El escrutinio final revela que al final estas personas no son una mayoría silenciosa, pues Clinton consiguió más votos a nivel nacional, pero sí un grupo silencioso enorme, suficientemente grande como para darle la victoria a Trump en el Colegio Electoral que decide la elección en Estados Unidos.

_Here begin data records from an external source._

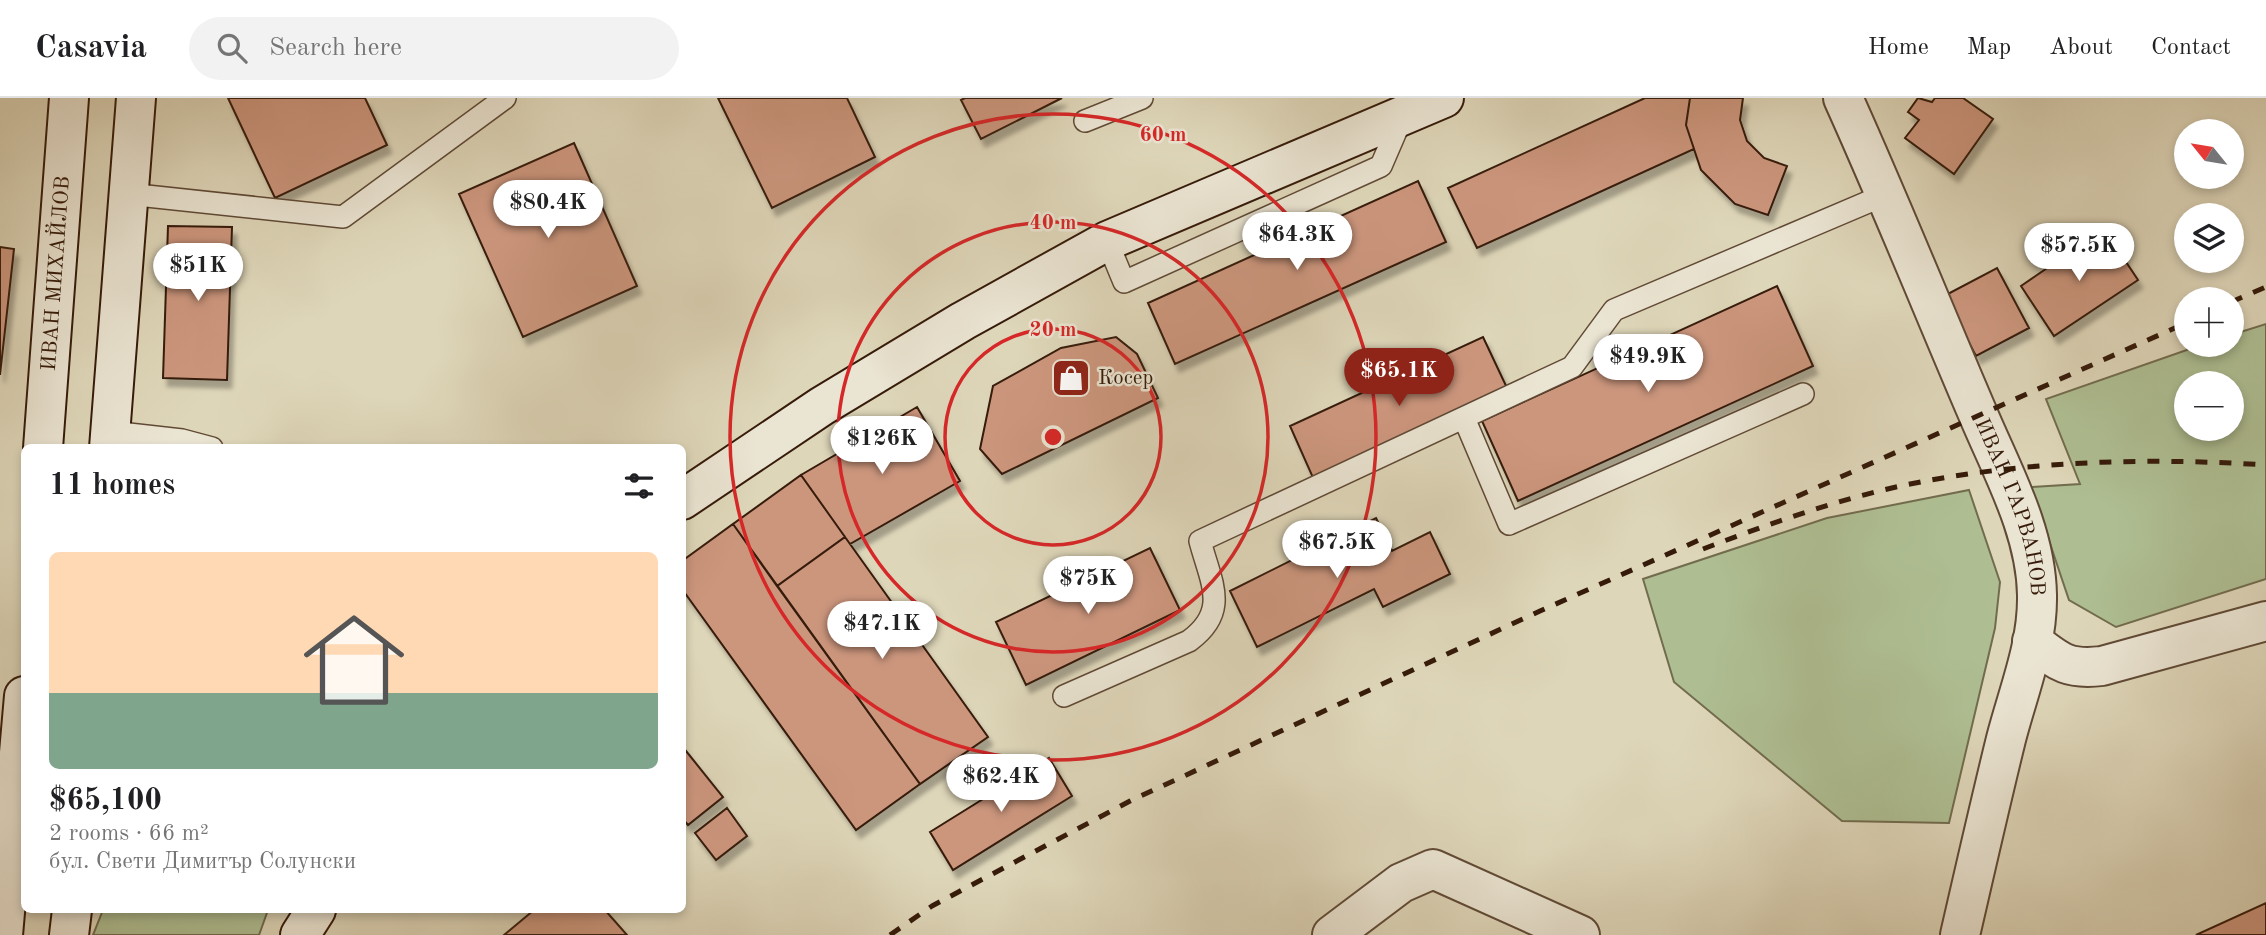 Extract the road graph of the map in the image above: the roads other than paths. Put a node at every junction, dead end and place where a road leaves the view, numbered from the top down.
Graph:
1 (69, 98) edge
2 (136, 98) edge
3 (505, 98) edge
4 (1142, 98) edge
5 (1444, 98) edge
6 (1843, 98) edge
7 (1085, 121) dead end
8 (128, 194) junction
9 (1887, 194) junction
10 (1803, 394) dead end
11 (1464, 418) junction
12 (110, 440) edge
13 (43, 444) edge
14 (197, 444) edge
15 (725, 469) junction
16 (686, 497) edge
17 (686, 506) edge
18 (2266, 621) edge
19 (2032, 641) junction
20 (1065, 696) dead end
21 (21, 710) edge
22 (15, 738) edge
23 (13, 807) edge
24 (72, 913) edge
25 (314, 913) edge
26 (3, 935) edge
27 (69, 935) edge
28 (300, 935) edge
29 (1332, 935) edge
30 (1580, 935) edge
31 (1960, 935) edge

1 - 13 street, ИВАН МИХАЙЛОВ
2 - 8 street
3 - 8 lane
4 - 7 lane
5 - 15 street
6 - 9 street, ИВАН ГАРВАНОВ
8 - 12 street
9 - 11 lane
9 - 19 street, ИВАН ГАРВАНОВ
10 - 11 lane
11 - 20 lane
12 - 14 lane
15 - 16 street
15 - 17 street
18 - 19 street
19 - 31 street, ИВАН ГАРВАНОВ
21 - 22 street
22 - 23 street
23 - 26 street
24 - 27 street
25 - 28 street
29 - 30 street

De todas formas, todo lo anterior no implica negar que haya un problema bien gordo: una victoria más para el lado oscuro de la política. Como buen populista, Trump apeló con un discurso incendiario e irracional a las pasiones negativas (miedo, rabia, etc.) de esa Middle America, preparando el terreno para que florezcan los prejuicios. Así, si el estadounidense común no se ha visto tan beneficiado por la recuperación macroeconómica de los últimos años, es porque los inmigrantes le quitan su trabajo o lo deprecian. Si siente que la criminalidad ha aumentado (y los datos muestran que eso no pasó), es porque los recién llegados trajeron consigo conductas antisociales. Si le parece que la amenaza terrorista es mayor que nunca, es porque la presencia de musulmanes en la nación ya es un riesgo que no se puede permitir (como si algunos de los peores ataques de este tipo en la historia no hayan sido perpetrados por fundamentalistas de otras religiones).

En fin, Trump será Presidente por al menos cuatro años a menos que ocurra algo extraordinario como un impeachment. Clinton, Obama y el propio Trump han hecho gestos de reconciliación y moderación recientemente, pero sigue habiendo razones para preocuparse.